### THE TASK:
Would you retype exactly the lines from the one containing "a hiteles vásárlási</text>" through the last line of the records below, and nothing else?

--------------------------------

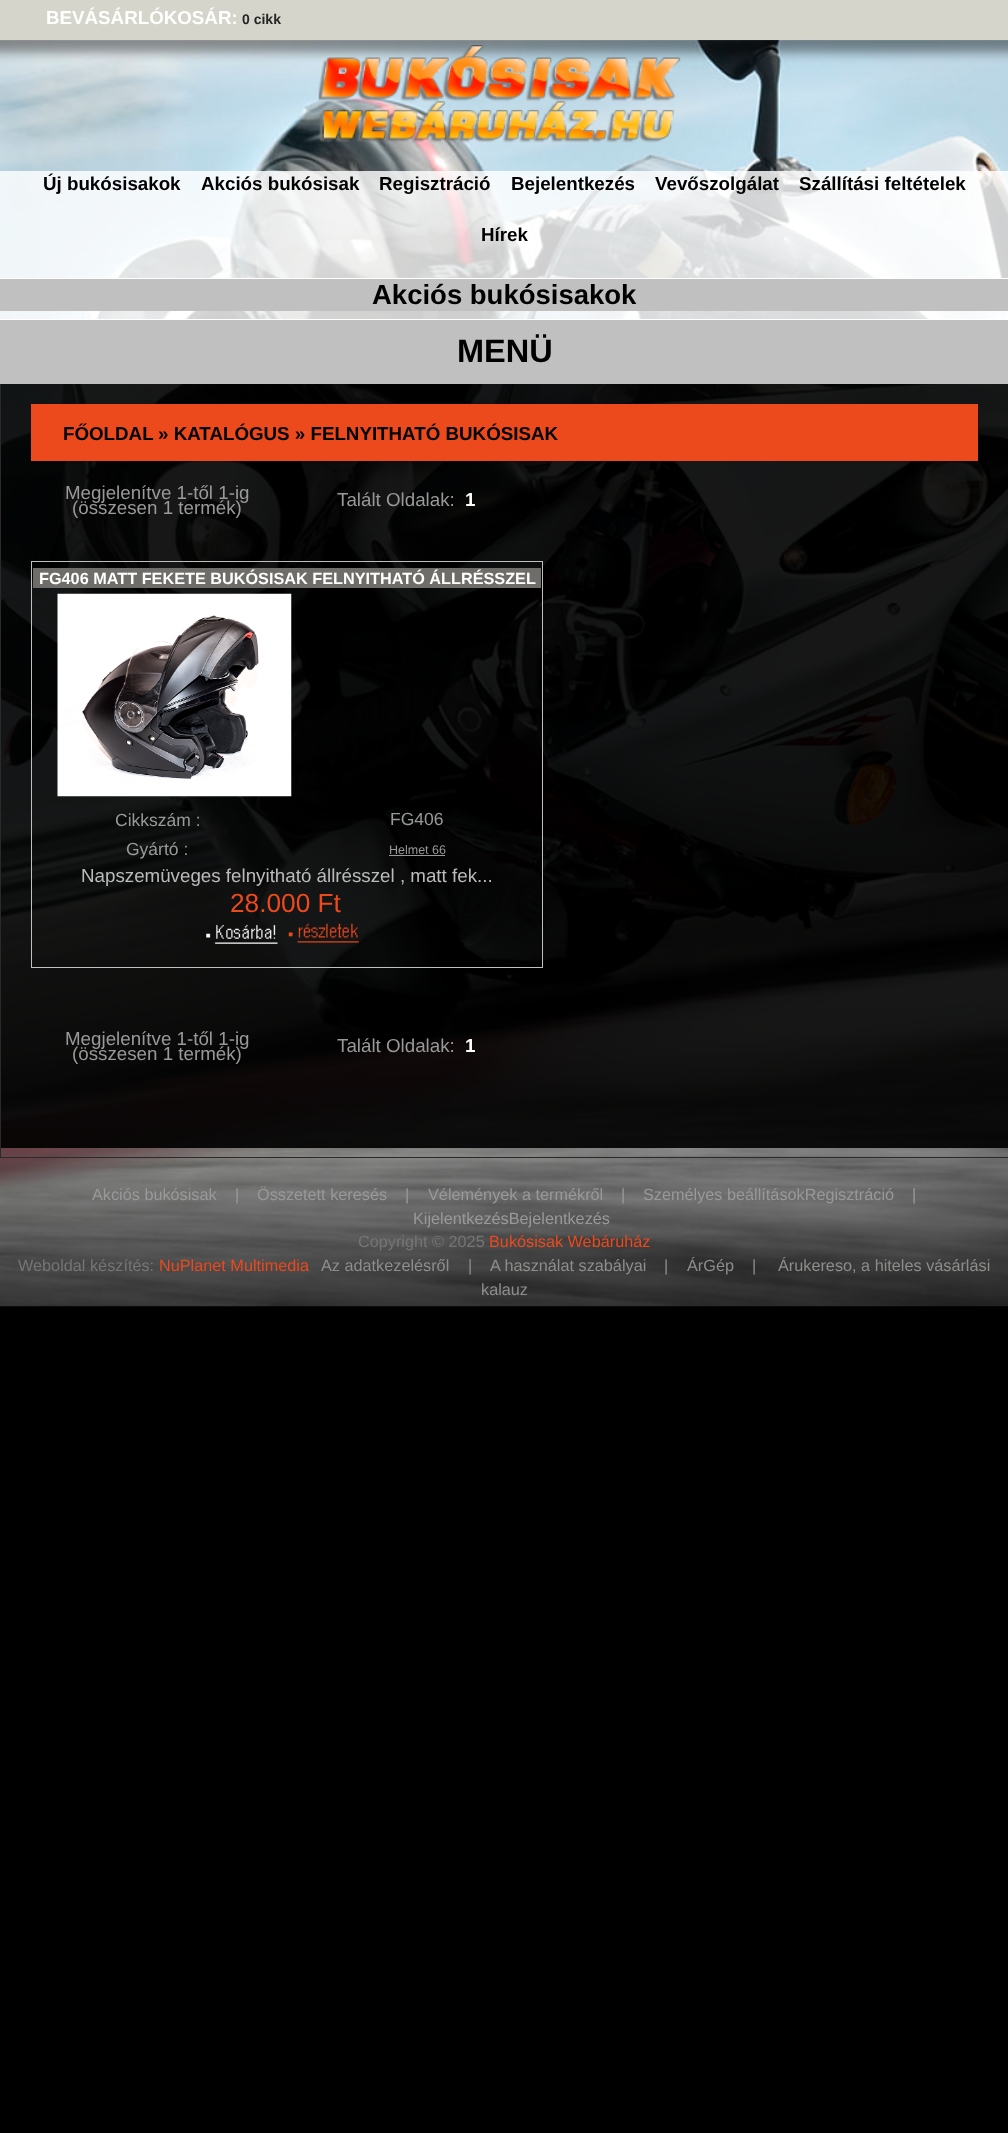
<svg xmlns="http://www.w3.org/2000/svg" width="1008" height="2133">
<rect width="100%" height="100%" fill="#000"/>
<image x="0" y="40" width="1008" height="1267" href="media/1.png"/>
<rect width="1008" height="40" fill="#d5d5cb"/>
<text x="46" y="24" style="font-family:Liberation Sans;font-size:18.75px;font-weight:bold;fill:#fffffe">BEVÁSÁRLÓKOSÁR:</text>
<text x="242" y="24" style="font-family:Liberation Sans;font-size:14px;font-weight:bold;fill:#252525">0 cikk</text>
<image x="318" y="45" width="363" height="98" href="media/2.png"/>
<rect y="171" width="1008" height="148" fill="#ffffffcf"/>
<text x="43" y="190" style="font-family:Liberation Sans;font-size:18.75px;font-weight:bold;fill:#000">Új bukósisakok</text>
<text x="201" y="190" style="font-family:Liberation Sans;font-size:18.75px;font-weight:bold;fill:#000">Akciós bukósisak</text>
<text x="379" y="190" style="font-family:Liberation Sans;font-size:18.75px;font-weight:bold;fill:#000">Regisztráció</text>
<text x="511" y="190" style="font-family:Liberation Sans;font-size:18.75px;font-weight:bold;fill:#000">Bejelentkezés</text>
<text x="655" y="190" style="font-family:Liberation Sans;font-size:18.75px;font-weight:bold;fill:#000">Vevőszolgálat</text>
<text x="799" y="190" style="font-family:Liberation Sans;font-size:18.75px;font-weight:bold;fill:#000">Szállítási feltételek</text>
<text x="481" y="241" style="font-family:Liberation Sans;font-size:18.75px;font-weight:bold;fill:#000">Hírek</text>
<rect y="279" width="1008" height="32" fill="#c0c0c0"/>
<rect y="278" width="1008" height="1" fill="#fff"/>
<text x="372" y="304" style="font-family:Liberation Sans;font-size:27.5px;font-weight:bold;fill:#000">Akciós bukósisakok</text>
<rect x="0.5" y="379.5" width="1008" height="778" fill="none" stroke="#2d292a"/>
<rect x="1" y="384" width="1007" height="764" fill="#000000e8"/>
<rect y="320" width="1008" height="64" fill="#c0c0c0"/>
<rect y="319" width="1008" height="1" fill="#fff"/>
<text x="457" y="362" style="font-family:Liberation Sans;font-size:32.5px;font-weight:bold;fill:#000">MENÜ</text>
<rect x="31" y="404" width="947" height="57" fill="#ec491d"/>
<text x="63" y="440" style="font-family:Liberation Sans;font-size:18.75px;font-weight:bold;fill:#000">FŐOLDAL</text>
<text x="158" y="440" style="font-family:Liberation Sans;font-size:18.75px;font-weight:bold;fill:#000">» KATALÓGUS » FELNYITHATÓ BUKÓSISAK</text>
<text x="65" y="499" style="font-family:Liberation Sans;font-size:18.75px;fill:#999">Megjelenítve 1-től 1-ig</text>
<text x="72" y="514" style="font-family:Liberation Sans;font-size:18.75px;fill:#999">(összesen 1 termék)</text>
<text x="337" y="506" style="font-family:Liberation Sans;font-size:18.75px;fill:#999">Talált Oldalak:</text>
<text x="465" y="506" style="font-family:Liberation Sans;font-size:18.75px;font-weight:bold;fill:#fffffe">1</text>
<rect x="31.5" y="561.5" width="511" height="406" fill="none" stroke="#c0c0c0"/>
<rect x="33" y="568" width="508" height="20" fill="#6e6d6a"/>
<text x="39" y="584" style="font-family:Liberation Sans;font-size:16.25px;font-weight:bold;fill:#fffffe">FG406 MATT FEKETE BUKÓSISAK FELNYITHATÓ ÁLLRÉSSZEL</text>
<image x="57" y="593" width="235" height="204" href="media/3.png"/>
<text x="115" y="826" style="font-family:Liberation Sans;font-size:17.5px;fill:#999">Cikkszám :</text>
<text x="390" y="825" style="font-family:Liberation Sans;font-size:17.5px;fill:#999">FG406</text>
<text x="126" y="855" style="font-family:Liberation Sans;font-size:17.5px;fill:#999">Gyártó :</text>
<text x="389" y="854" style="font-family:Liberation Sans;font-size:12.5px;fill:#999">Helmet 66</text>
<rect x="389" y="855" width="56" height="1" fill="#999"/>
<text x="81" y="882" style="font-family:Liberation Sans;font-size:18.75px;fill:#bbb">Napszemüveges felnyitható állrésszel , matt fek...</text>
<text x="230" y="912" style="font-family:Liberation Sans;font-size:26.25px;fill:#ec491d">28.000 Ft</text>
<image x="206" y="924" width="72" height="20" href="media/4.png"/>
<image x="288" y="923" width="71" height="20" href="media/5.png"/>
<text x="65" y="1045" style="font-family:Liberation Sans;font-size:18.75px;fill:#999">Megjelenítve 1-től 1-ig</text>
<text x="72" y="1060" style="font-family:Liberation Sans;font-size:18.75px;fill:#999">(összesen 1 termék)</text>
<text x="337" y="1052" style="font-family:Liberation Sans;font-size:18.75px;fill:#999">Talált Oldalak:</text>
<text x="465" y="1052" style="font-family:Liberation Sans;font-size:18.75px;font-weight:bold;fill:#fffffe">1</text>
<text x="92" y="1200" style="font-family:Liberation Sans;font-size:16.25px;fill:#999">Akciós bukósisak</text>
<text x="235" y="1200" style="font-family:Liberation Sans;font-size:16.25px;fill:#999">|</text>
<text x="257" y="1200" style="font-family:Liberation Sans;font-size:16.25px;fill:#999">Összetett keresés</text>
<text x="405" y="1200" style="font-family:Liberation Sans;font-size:16.25px;fill:#999">|</text>
<text x="428" y="1200" style="font-family:Liberation Sans;font-size:16.25px;fill:#999">Vélemények a termékről</text>
<text x="621" y="1200" style="font-family:Liberation Sans;font-size:16.25px;fill:#999">|</text>
<text x="643" y="1200" style="font-family:Liberation Sans;font-size:16.25px;fill:#999">Személyes beállításokRegisztráció</text>
<text x="912" y="1200" style="font-family:Liberation Sans;font-size:16.25px;fill:#999">|</text>
<text x="413" y="1224" style="font-family:Liberation Sans;font-size:16.25px;fill:#999">KijelentkezésBejelentkezés</text>
<text x="358" y="1247" style="font-family:Liberation Sans;font-size:16.25px;fill:#757575">Copyright © 2025</text>
<text x="489" y="1247" style="font-family:Liberation Sans;font-size:16.25px;fill:#ec491d">Bukósisak Webáruház</text>
<text x="18" y="1271" style="font-family:Liberation Sans;font-size:16.25px;fill:#757575">Weboldal készítés:</text>
<text x="159" y="1271" style="font-family:Liberation Sans;font-size:16.25px;fill:#ec491d">NuPlanet Multimedia</text>
<text x="321" y="1271" style="font-family:Liberation Sans;font-size:16.25px;fill:#8d8d8c">Az adatkezelésről</text>
<text x="468" y="1271" style="font-family:Liberation Sans;font-size:16.25px;fill:#8d8d8c">|</text>
<text x="490" y="1271" style="font-family:Liberation Sans;font-size:16.25px;fill:#8d8d8c">A használat szabályai</text>
<text x="664" y="1271" style="font-family:Liberation Sans;font-size:16.25px;fill:#8d8d8c">|</text>
<text x="687" y="1271" style="font-family:Liberation Sans;font-size:16.25px;fill:#8d8d8c">ÁrGép</text>
<text x="752" y="1271" style="font-family:Liberation Sans;font-size:16.25px;fill:#8d8d8c">|</text>
<text x="778" y="1271" style="font-family:Liberation Sans;font-size:16.25px;fill:#8d8d8c">Árukereso, a hiteles vásárlási</text>
<text x="481" y="1295" style="font-family:Liberation Sans;font-size:16.25px;fill:#8d8d8c">kalauz</text>
</svg>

--------------------------------

### RESULT:
<text x="778" y="1271" style="font-family:Liberation Sans;font-size:16.25px;fill:#8d8d8c">Árukereso, a hiteles vásárlási</text>
<text x="481" y="1295" style="font-family:Liberation Sans;font-size:16.25px;fill:#8d8d8c">kalauz</text>
</svg>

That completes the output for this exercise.